■ Source data:
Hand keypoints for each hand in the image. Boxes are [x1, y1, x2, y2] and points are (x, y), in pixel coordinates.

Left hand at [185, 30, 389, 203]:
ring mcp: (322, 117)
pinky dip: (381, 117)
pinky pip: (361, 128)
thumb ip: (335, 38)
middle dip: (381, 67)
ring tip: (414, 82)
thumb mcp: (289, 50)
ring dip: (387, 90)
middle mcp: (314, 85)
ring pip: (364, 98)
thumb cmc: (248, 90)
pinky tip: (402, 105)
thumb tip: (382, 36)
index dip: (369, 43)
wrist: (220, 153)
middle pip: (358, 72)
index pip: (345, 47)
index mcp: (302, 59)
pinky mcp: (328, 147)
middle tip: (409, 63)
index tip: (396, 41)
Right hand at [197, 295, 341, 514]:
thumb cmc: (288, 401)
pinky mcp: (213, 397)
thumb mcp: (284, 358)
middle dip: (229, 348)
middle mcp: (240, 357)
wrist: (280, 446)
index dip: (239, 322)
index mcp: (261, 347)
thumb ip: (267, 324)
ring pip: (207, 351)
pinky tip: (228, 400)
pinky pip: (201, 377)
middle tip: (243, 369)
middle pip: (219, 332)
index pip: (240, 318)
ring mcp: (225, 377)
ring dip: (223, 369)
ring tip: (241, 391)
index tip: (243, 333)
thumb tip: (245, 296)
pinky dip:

■ Aim of the exercise:
Each line above must be output exactly as it stands.

■ Written answer:
Hand keypoints for each hand in the image. Boxes are [x1, y1, x2, y2] and points are (x, y), in pixel coordinates.

Left hand at [185, 30, 389, 203]:
ring mcp: (322, 117)
pinky dip: (381, 117)
pinky pip: (361, 128)
thumb ip: (335, 38)
middle dip: (381, 67)
ring tip: (414, 82)
thumb mcp: (289, 50)
ring dip: (387, 90)
middle mcp: (314, 85)
ring pip: (364, 98)
thumb cmc: (248, 90)
pinky tip: (402, 105)
thumb tip: (382, 36)
index dip: (369, 43)
wrist: (220, 153)
middle pip: (358, 72)
index pip: (345, 47)
index mcp: (302, 59)
pinky mcp: (328, 147)
middle tip: (409, 63)
index tip: (396, 41)
Right hand at [197, 295, 341, 514]:
thumb cmc: (288, 401)
pinky mcp: (213, 397)
thumb mcp: (284, 358)
middle dip: (229, 348)
middle mcp: (240, 357)
wrist: (280, 446)
index dip: (239, 322)
index mcp: (261, 347)
thumb ip: (267, 324)
ring pip: (207, 351)
pinky tip: (228, 400)
pinky pip: (201, 377)
middle tip: (243, 369)
middle pip: (219, 332)
index pip: (240, 318)
ring mcp: (225, 377)
ring dip: (223, 369)
ring tip: (241, 391)
index tip: (243, 333)
thumb tip: (245, 296)
pinky dip:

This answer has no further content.